EXERCISE OBJECTIVE: The listing below should be reproduced precisely, except for its images.
---- DATA EXCERPTS
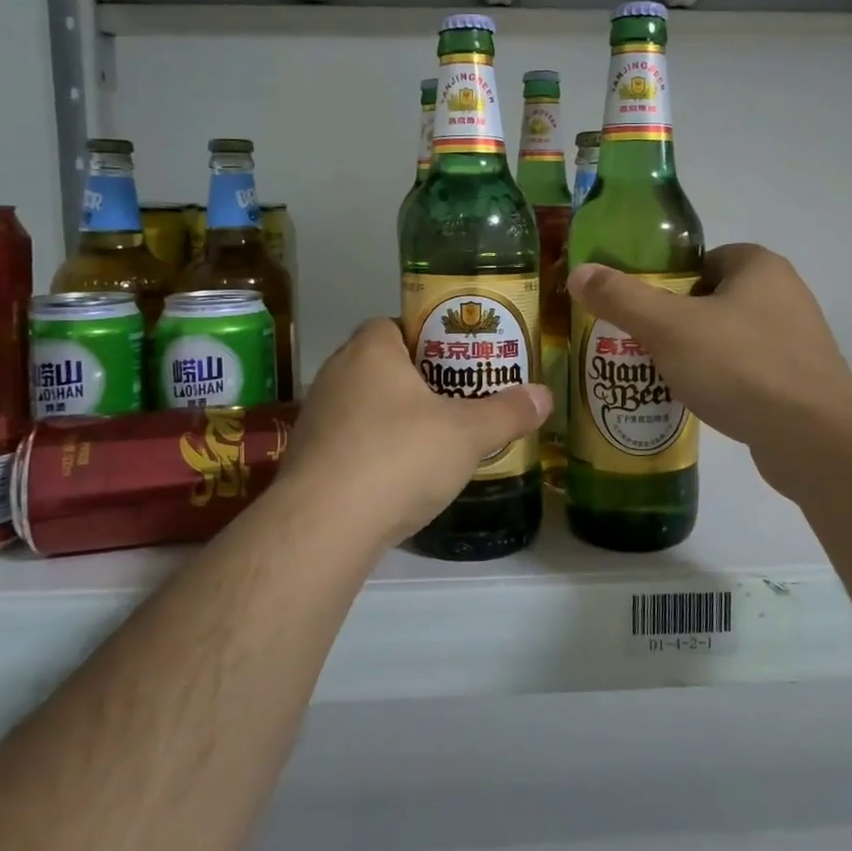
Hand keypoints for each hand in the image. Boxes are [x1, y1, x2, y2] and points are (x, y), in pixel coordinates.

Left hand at [278, 318, 550, 547]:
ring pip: (363, 405)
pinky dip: (372, 451)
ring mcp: (316, 418)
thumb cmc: (399, 457)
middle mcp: (335, 375)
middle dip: (415, 380)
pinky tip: (398, 478)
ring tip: (431, 440)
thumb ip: (507, 412)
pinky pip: (348, 442)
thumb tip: (545, 395)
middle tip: (454, 399)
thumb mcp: (467, 434)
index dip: (425, 337)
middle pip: (380, 365)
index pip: (393, 324)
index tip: (456, 360)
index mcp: (370, 351)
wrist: (323, 526)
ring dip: (392, 418)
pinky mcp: (306, 460)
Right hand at [568, 245, 851, 500]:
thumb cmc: (739, 366)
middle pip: (714, 299)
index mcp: (760, 267)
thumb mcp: (667, 327)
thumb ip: (621, 297)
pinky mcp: (801, 383)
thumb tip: (579, 273)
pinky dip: (724, 382)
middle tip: (643, 344)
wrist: (813, 437)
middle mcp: (785, 296)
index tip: (643, 310)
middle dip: (678, 321)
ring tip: (663, 376)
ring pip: (731, 338)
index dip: (669, 281)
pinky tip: (701, 402)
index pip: (704, 260)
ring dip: (699, 354)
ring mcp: (798, 341)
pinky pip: (749, 372)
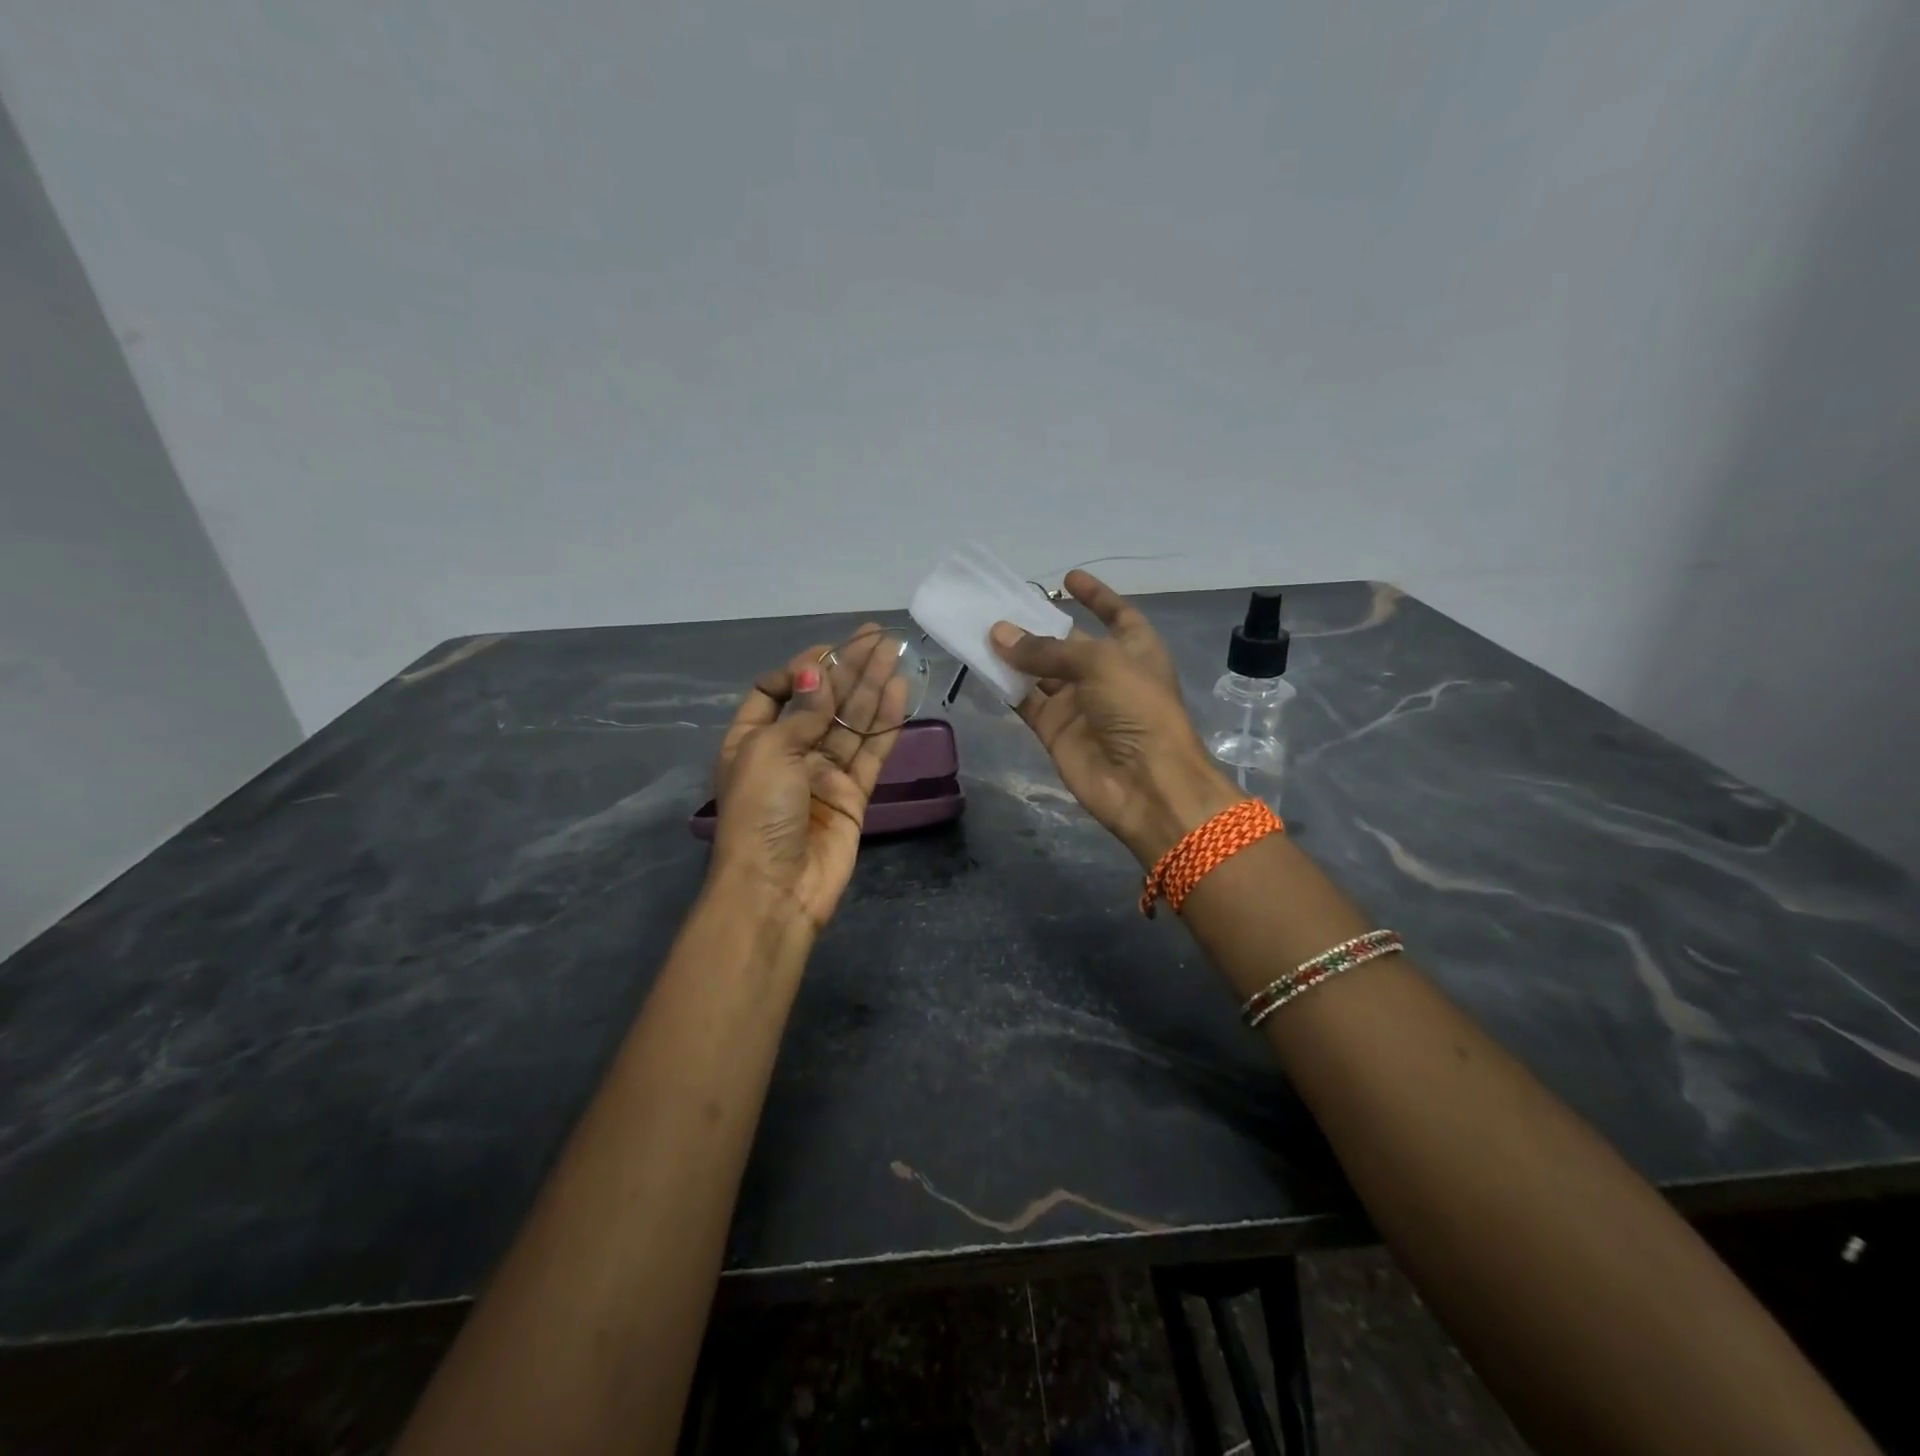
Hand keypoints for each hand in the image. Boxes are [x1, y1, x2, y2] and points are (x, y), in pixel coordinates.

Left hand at [711, 627, 908, 929]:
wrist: (777, 888)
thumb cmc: (760, 813)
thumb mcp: (770, 751)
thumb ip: (802, 712)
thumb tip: (820, 674)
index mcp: (752, 740)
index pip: (775, 691)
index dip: (800, 670)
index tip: (826, 656)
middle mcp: (788, 752)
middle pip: (822, 701)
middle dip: (848, 668)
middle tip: (878, 637)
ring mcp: (823, 774)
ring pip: (852, 722)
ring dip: (872, 687)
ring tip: (895, 652)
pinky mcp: (853, 794)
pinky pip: (871, 751)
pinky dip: (885, 723)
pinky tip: (899, 692)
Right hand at [991, 571, 1238, 866]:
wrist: (1145, 784)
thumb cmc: (1137, 709)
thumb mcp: (1099, 664)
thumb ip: (1046, 649)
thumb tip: (998, 634)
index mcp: (1134, 649)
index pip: (1115, 614)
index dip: (1095, 596)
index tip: (1069, 578)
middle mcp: (1106, 674)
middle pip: (1068, 643)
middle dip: (1040, 626)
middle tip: (1002, 606)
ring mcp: (1079, 703)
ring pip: (1040, 671)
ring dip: (1015, 654)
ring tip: (982, 629)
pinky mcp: (1055, 730)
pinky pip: (1025, 701)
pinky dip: (1006, 686)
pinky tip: (982, 665)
--------
REPLY TO THE TASK:
Hand keypoints for each hand in the image. Boxes are [x1, y1, x2, y2] and points are (x, y), in pixel coordinates.

Left hand at [278, 318, 550, 547]:
ring pip: (363, 405)
pinky dip: (372, 451)
ring mcp: (316, 418)
thumb cmc: (399, 457)
middle mcp: (335, 375)
middle dip: (415, 380)
pinky tip: (398, 478)
ring tip: (431, 440)
thumb ip: (507, 412)
pinky pip: (348, 442)
thumb tip: (545, 395)
middle tip: (454, 399)
thumb mcp: (467, 434)
index dip: (425, 337)
middle pip: (380, 365)
index pip: (393, 324)
index tip: (456, 360)
index mcp: (370, 351)
wrist: (323, 526)
ring dip: (392, 418)
pinky mcp: (306, 460)
Right hand at [568, 245, 851, 500]:
thumb cmc: (739, 366)
middle pip: (714, 299)
index mcp: (760, 267)
thumb mcp: (667, 327)
thumb ip: (621, 297)
pinky mcp: (801, 383)
thumb tip: (579, 273)
pinky dip: (724, 382)
middle tip: (643, 344)
wrist: (813, 437)
middle mcp: (785, 296)
index tip: (643, 310)
middle dip: (678, 321)
ring tip: (663, 376)
ring pip: (731, 338)
index dip: (669, 281)
pinky tip: (701, 402)
index pip: (704, 260)
ring dip: (699, 354)
ring mcp: (798, 341)
pinky pip: (749, 372)
Hand keypoints for each hand in the image. Boxes are [x1, y1, x2, y2] and points are (x, y), in pixel coordinates.

Left hand at [711, 627, 908, 929]:
wrist: (777, 888)
thumb cmc: (760, 813)
thumb mcp: (770, 751)
thumb ip: (802, 712)
thumb tip: (820, 674)
index mcp: (752, 740)
index pip: (775, 691)
index dip: (800, 670)
index tip: (826, 656)
middle mcp: (788, 752)
middle pip: (822, 701)
middle dip: (848, 668)
middle tip: (878, 637)
ring mcp: (823, 774)
ring pip: (852, 722)
ring dip: (872, 687)
ring tip: (895, 652)
pinky mcp: (853, 794)
pinky pip: (871, 751)
pinky dip: (885, 723)
pinky tip: (899, 692)
Right hand at [991, 571, 1238, 866]:
wrist: (1145, 784)
thumb cmc: (1137, 709)
thumb mcp: (1099, 664)
thumb ip: (1046, 649)
thumb tip: (998, 634)
index mcp: (1134, 649)
index pip: (1115, 614)
index dip: (1095, 596)
index tip: (1069, 578)
middle mcp: (1106, 674)
middle pip: (1068, 643)
middle dip: (1040, 626)
middle tip: (1002, 606)
ring mcp: (1079, 703)
ring pip: (1040, 671)
ring dip: (1015, 654)
ring tip: (982, 629)
pinky mcp: (1055, 730)
pinky pip: (1025, 701)
pinky dip: (1006, 686)
pinky tip: (982, 665)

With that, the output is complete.